(Stored data entries)
============================================================
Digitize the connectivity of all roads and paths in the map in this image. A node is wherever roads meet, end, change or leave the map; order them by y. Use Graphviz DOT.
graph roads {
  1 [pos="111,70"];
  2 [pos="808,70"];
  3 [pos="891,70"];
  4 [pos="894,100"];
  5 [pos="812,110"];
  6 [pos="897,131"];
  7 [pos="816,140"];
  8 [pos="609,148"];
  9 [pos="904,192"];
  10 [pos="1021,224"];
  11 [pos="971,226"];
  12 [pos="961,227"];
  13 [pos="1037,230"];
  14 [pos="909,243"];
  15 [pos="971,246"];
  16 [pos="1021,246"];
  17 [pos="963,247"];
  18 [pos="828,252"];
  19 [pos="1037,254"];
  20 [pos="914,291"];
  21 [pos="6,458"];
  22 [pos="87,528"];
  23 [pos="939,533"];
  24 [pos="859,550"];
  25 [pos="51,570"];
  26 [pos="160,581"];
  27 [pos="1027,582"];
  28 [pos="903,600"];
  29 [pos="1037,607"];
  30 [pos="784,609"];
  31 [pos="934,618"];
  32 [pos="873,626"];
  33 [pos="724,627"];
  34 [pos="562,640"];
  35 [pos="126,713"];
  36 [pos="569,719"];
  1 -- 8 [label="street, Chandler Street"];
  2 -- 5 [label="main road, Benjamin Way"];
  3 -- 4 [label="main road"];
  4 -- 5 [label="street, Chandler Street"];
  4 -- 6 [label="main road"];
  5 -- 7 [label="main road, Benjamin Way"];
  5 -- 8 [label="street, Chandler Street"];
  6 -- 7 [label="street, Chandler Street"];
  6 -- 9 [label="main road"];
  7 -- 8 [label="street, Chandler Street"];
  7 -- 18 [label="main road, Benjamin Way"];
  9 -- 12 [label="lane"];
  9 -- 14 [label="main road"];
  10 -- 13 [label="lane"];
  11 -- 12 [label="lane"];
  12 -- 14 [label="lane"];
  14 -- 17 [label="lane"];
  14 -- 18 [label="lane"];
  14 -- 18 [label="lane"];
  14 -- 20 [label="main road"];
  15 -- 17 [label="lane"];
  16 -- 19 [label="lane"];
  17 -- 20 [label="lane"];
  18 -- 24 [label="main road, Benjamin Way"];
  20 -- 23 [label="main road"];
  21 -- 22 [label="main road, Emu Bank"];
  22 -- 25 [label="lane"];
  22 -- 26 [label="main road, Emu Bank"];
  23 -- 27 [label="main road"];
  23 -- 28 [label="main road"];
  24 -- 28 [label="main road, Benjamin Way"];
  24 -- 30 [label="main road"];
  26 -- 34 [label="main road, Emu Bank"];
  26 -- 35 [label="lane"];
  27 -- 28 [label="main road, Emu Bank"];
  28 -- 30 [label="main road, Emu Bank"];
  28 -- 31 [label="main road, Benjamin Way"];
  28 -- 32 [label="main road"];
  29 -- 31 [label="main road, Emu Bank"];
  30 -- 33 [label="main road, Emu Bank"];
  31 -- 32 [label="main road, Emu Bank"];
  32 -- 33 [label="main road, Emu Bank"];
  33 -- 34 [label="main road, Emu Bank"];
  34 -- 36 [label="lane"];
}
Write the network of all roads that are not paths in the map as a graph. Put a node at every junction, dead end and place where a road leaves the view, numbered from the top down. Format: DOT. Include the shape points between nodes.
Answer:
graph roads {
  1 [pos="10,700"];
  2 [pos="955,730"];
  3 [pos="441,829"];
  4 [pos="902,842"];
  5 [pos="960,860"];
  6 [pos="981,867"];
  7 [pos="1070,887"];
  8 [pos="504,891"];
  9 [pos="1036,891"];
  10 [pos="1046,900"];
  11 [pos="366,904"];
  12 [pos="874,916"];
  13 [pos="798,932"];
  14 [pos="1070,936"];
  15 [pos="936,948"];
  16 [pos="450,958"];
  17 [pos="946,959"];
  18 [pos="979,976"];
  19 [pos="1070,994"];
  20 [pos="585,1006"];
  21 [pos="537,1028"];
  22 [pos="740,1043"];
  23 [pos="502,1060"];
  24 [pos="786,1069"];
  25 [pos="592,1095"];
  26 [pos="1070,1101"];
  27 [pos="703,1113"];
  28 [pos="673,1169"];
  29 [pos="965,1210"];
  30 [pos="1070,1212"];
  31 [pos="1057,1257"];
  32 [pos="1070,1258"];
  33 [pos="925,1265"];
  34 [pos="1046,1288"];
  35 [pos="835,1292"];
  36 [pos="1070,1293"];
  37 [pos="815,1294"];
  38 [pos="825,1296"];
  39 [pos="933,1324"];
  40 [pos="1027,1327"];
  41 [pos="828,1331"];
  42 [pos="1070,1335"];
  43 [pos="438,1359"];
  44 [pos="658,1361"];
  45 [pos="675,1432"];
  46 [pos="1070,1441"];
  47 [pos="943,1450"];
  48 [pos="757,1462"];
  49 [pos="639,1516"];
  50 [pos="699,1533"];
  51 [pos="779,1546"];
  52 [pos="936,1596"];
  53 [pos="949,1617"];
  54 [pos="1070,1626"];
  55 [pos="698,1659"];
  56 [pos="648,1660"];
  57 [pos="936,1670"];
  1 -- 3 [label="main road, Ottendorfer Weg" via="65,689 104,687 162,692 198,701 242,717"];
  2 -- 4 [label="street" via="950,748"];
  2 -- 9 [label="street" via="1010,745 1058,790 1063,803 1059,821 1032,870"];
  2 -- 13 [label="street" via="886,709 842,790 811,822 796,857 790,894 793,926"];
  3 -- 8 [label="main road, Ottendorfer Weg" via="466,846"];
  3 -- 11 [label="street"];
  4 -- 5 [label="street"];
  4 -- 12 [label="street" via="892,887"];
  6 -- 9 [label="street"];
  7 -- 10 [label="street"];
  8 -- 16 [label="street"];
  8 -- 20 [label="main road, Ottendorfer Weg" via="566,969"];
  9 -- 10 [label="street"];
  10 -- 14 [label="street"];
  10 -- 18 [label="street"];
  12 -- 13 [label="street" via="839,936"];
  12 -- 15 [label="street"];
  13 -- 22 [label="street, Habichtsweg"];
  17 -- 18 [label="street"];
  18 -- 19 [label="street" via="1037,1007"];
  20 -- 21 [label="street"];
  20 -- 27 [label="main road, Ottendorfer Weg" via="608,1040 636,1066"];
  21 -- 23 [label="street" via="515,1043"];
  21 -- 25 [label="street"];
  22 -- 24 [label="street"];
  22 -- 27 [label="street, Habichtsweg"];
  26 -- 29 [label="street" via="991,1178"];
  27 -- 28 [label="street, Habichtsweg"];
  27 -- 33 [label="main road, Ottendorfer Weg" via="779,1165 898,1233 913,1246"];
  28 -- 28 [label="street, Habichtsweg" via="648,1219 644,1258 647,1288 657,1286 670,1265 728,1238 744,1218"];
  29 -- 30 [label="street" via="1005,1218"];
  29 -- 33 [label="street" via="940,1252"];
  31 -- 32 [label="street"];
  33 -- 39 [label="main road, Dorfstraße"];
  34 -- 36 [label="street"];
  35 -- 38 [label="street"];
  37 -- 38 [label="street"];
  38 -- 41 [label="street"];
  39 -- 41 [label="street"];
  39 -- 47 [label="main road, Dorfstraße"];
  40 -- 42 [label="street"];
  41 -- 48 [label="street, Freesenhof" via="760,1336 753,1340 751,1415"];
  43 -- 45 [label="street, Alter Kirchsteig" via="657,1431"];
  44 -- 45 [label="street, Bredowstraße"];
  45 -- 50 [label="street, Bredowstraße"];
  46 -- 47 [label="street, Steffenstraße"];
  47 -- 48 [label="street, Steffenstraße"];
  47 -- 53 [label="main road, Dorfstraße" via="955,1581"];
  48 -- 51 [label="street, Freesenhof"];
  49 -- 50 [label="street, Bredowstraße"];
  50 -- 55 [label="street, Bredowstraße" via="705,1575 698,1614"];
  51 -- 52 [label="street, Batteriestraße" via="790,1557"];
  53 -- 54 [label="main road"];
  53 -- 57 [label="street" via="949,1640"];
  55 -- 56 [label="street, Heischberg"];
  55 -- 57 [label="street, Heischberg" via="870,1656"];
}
============================================================
→ **TASK DETAILS**
Copy each line of the records that contains the word "Bredowstraße".

→ **WRITTEN SOLUTION**
  44 -- 45 [label="street, Bredowstraße"];
  45 -- 50 [label="street, Bredowstraße"];
  49 -- 50 [label="street, Bredowstraße"];
  50 -- 55 [label="street, Bredowstraße" via="705,1575 698,1614"];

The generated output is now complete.